Diferentemente do que muitos acreditam, a hanseníase não é transmitida por contato casual. Dra. Raquel esclarece que a transmissão ocorre pelas vias aéreas superiores, como ao tossir, espirrar ou falar, e exige um contato próximo e prolongado com uma pessoa infectada e não tratada. Não há risco em compartilhar objetos ou conviver socialmente com quem está em tratamento. O período de incubação do bacilo pode variar entre dois e dez anos, o que torna o rastreamento de contatos um ponto crítico para o controle da doença.
Diagnóstico: como identificar a hanseníase?
O diagnóstico da hanseníase é clínico e confirmado por exames complementares. Dra. Raquel detalha o processo. “O primeiro passo é a avaliação médica, que inclui exame dermatológico e neurológico para identificar manchas, alterações de sensibilidade e espessamento de nervos. Quando necessário, realizamos baciloscopia ou biópsia para confirmar a presença do bacilo de Hansen.” Ela reforça a importância de buscar ajuda médica ao menor sinal de alerta. “Quanto antes do diagnóstico for feito, menores são os danos ao paciente e maior a chance de cura sem sequelas.”
Tratamento: cura gratuita pelo SUS
A hanseníase é tratável e o tratamento está disponível gratuitamente no Sistema Único de Saúde (SUS). Dra. Raquel explica que a duração varia de acordo com o tipo de hanseníase. “Para pacientes paucibacilares, o tratamento dura seis meses. Já nos casos multibacilares, o tratamento se estende por 12 meses. Utilizamos uma combinação de medicamentos — rifampicina, dapsona e clofazimina — conhecida como Poliquimioterapia Única (PQT-U).” Além disso, ela ressalta que o tratamento interrompeu a transmissão do bacilo. “Assim que o paciente inicia o tratamento, ele deixa de transmitir a doença, o que é fundamental para quebrar o ciclo de contágio.”
Janeiro Roxo e a conscientização
O Brasil é o segundo país no mundo em número de novos casos de hanseníase, atrás apenas da Índia. Para enfrentar esse cenário, campanhas como o Janeiro Roxo desempenham um papel crucial. “O Janeiro Roxo é uma oportunidade para levar informações à população e combater o preconceito. A hanseníase ainda é uma doença negligenciada, e o desconhecimento sobre os sintomas impede que muitos busquem tratamento precocemente”, destaca Dra. Raquel.

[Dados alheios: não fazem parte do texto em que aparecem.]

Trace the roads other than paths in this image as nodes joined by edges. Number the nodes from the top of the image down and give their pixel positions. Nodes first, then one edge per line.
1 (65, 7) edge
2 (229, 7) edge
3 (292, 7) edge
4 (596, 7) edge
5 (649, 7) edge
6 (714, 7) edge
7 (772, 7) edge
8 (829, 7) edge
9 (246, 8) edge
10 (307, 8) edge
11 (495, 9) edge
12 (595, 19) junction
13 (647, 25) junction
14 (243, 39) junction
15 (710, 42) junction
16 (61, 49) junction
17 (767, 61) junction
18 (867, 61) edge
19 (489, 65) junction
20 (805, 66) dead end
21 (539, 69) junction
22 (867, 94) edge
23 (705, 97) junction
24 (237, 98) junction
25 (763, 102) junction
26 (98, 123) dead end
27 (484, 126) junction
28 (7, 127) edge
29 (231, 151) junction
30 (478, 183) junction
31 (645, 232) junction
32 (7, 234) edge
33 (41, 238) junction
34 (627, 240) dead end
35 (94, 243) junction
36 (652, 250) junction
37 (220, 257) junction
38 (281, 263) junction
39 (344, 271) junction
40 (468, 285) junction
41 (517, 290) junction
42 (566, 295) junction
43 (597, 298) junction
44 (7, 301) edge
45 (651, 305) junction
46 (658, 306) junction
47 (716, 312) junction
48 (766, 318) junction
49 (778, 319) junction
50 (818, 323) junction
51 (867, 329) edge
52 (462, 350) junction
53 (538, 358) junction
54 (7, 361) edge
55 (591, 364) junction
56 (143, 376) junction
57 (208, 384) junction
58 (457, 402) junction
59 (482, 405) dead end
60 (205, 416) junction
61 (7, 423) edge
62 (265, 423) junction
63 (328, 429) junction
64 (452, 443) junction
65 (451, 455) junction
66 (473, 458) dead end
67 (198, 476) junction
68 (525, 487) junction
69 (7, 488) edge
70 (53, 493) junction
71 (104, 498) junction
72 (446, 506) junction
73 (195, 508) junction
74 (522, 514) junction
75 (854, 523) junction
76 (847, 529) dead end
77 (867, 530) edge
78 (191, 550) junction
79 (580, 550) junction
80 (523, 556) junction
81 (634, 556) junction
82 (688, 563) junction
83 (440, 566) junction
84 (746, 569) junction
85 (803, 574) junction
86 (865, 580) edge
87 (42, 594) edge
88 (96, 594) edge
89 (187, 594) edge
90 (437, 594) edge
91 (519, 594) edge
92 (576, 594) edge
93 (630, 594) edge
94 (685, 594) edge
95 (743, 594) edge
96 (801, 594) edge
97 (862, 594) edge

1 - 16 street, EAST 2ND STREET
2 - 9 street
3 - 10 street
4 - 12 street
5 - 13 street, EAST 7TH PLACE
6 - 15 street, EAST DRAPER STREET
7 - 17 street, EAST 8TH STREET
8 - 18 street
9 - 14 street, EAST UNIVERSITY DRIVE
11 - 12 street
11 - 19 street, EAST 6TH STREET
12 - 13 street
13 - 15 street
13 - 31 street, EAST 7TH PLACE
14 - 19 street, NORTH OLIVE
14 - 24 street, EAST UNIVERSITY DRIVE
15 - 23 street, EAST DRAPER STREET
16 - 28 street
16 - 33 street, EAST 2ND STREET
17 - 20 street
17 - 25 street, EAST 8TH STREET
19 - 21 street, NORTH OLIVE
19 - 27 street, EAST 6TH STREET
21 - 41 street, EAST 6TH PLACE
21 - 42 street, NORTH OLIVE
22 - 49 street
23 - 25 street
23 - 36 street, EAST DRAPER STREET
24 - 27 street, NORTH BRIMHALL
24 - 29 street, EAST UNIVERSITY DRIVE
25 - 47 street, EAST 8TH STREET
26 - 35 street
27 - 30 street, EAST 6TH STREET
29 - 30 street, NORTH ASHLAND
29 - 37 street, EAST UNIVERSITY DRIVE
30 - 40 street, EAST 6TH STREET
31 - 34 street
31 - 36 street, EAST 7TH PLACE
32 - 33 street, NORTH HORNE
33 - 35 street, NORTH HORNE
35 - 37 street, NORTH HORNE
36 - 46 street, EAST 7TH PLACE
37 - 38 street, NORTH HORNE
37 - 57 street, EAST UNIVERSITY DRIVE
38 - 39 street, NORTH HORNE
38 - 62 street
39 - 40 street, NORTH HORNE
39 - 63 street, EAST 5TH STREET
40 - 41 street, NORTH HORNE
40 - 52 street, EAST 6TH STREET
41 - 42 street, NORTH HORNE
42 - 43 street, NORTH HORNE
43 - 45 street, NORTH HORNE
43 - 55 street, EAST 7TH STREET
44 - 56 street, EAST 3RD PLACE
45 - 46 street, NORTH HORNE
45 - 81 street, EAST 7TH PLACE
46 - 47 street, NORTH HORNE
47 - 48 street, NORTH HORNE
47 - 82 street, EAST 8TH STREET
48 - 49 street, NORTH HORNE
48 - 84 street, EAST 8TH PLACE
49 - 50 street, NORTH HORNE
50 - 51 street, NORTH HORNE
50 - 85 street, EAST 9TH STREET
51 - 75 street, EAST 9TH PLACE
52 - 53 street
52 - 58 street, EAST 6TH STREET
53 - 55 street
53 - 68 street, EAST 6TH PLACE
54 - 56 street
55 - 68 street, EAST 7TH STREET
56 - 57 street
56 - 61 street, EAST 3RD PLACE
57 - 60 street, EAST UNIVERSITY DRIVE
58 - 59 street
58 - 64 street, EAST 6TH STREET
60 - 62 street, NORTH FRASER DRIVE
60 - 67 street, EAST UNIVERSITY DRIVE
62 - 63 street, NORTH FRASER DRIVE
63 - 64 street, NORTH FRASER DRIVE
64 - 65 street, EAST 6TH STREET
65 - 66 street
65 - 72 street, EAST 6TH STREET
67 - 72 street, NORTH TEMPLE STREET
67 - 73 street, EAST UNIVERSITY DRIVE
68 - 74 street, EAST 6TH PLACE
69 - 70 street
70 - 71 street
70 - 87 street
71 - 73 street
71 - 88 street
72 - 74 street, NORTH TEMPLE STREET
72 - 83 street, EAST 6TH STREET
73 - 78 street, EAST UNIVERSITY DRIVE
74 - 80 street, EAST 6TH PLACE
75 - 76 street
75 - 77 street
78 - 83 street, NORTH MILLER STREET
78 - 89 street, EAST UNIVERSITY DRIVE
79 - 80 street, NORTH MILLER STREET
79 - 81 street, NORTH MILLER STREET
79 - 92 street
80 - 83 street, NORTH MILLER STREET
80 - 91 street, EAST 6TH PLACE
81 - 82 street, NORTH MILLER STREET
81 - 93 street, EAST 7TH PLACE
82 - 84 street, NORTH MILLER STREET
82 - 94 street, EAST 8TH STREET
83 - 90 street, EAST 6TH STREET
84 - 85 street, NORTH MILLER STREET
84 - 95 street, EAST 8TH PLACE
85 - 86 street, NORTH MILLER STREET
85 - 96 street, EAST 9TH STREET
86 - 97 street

Ela também pontua a importância de desmistificar mitos que cercam a doença. “Ainda há quem acredita que a hanseníase é uma sentença de exclusão social ou que o contato casual é perigoso. Essas ideias equivocadas apenas reforçam o estigma e prejudicam os pacientes.”

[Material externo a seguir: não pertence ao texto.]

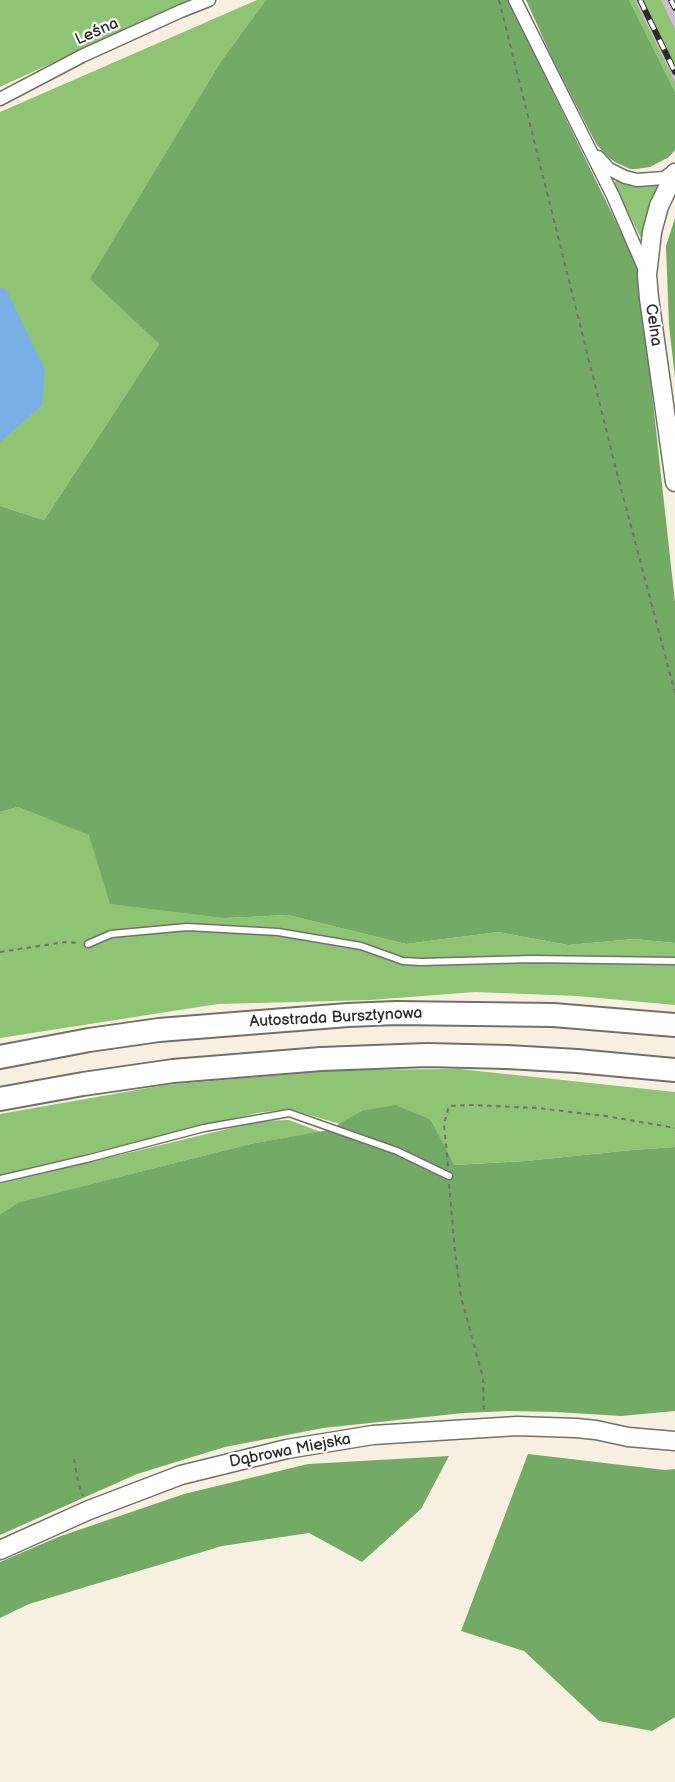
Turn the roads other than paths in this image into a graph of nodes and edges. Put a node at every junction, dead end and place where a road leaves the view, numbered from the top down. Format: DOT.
graph roads {
  1 [pos="209,0"];
  2 [pos="515,0"];
  3 [pos="0,99"];
  4 [pos="584,136"];
  5 [pos="675,171"];
  6 [pos="647,275"];
  7 [pos="675,482"];
  8 [pos="88,944"];
  9 [pos="675,961"];
  10 [pos="675,1025"];
  11 [pos="0,1057"];
  12 [pos="675,1070"];
  13 [pos="0,1099"];
  14 [pos="449,1176"];
  15 [pos="0,1179"];
  16 [pos="675,1428"];
  17 [pos="596,1430"];
  18 [pos="675,1441"];
  19 [pos="0,1550"];
  1 -- 3 [label="street, Leśna"];
  2 -- 4 [label="street"];
  4 -- 5 [label="street"];
  4 -- 6 [label="street"];
  5 -- 6 [label="street, Celna"];
  6 -- 7 [label="street, Celna"];
  8 -- 9 [label="lane"];
  10 -- 11 [label="highway, Autostrada Bursztynowa"];
  12 -- 13 [label="highway"];
  14 -- 15 [label="lane"];
  16 -- 17 [label="street, Dąbrowa Miejska"];
  17 -- 18 [label="street, Dąbrowa Miejska"];
  17 -- 19 [label="street, Dąbrowa Miejska"];
}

Quais são as sequelas da hanseníase?
Se não for tratado a tempo, a hanseníase pode causar danos permanentes. Dra. Raquel descreveu os principais impactos. “A hanseníase afeta os nervos periféricos, a pele e até órgãos como olhos e testículos. Os pacientes podem apresentar deformidades nas mãos e nos pés, perda de sensibilidade, cegueira e infertilidade.”
A especialista destaca a importância de identificar precocemente os danos aos nervos. “Reconhecer esses sinais precocemente e iniciar o tratamento é a chave para evitar que as sequelas se tornem permanentes. A reabilitação também desempenha um papel importante nesses casos.”
Quem está mais exposto?
Embora qualquer pessoa possa contrair a hanseníase, alguns grupos enfrentam maiores riscos. Dra. Raquel aponta os principais fatores de vulnerabilidade.
“Homens, contatos domiciliares de pacientes, moradores de áreas com condições sanitárias precárias e idosos são mais suscetíveis à doença. Além disso, insegurança alimentar e superlotação domiciliar aumentam o risco de transmissão.” Essas condições reforçam a necessidade de políticas públicas que abrangem tanto o diagnóstico quanto aos determinantes sociais da saúde.
Após o tratamento, é possível ter uma vida normal?
Sim. Com diagnóstico precoce e tratamento adequado, a hanseníase não deixa sequelas e permite uma vida normal. Dra. Raquel traz uma mensagem de esperança. “O tratamento é eficaz e gratuito, e quando iniciado a tempo, reverte os danos da doença. O maior desafio é conscientizar a sociedade para que os pacientes sejam coletados e tratados sem preconceitos.” Ela conclui: “A informação é o melhor remédio contra a hanseníase e o estigma que a cerca. Precisamos educar, tratar e, acima de tudo, acolher.”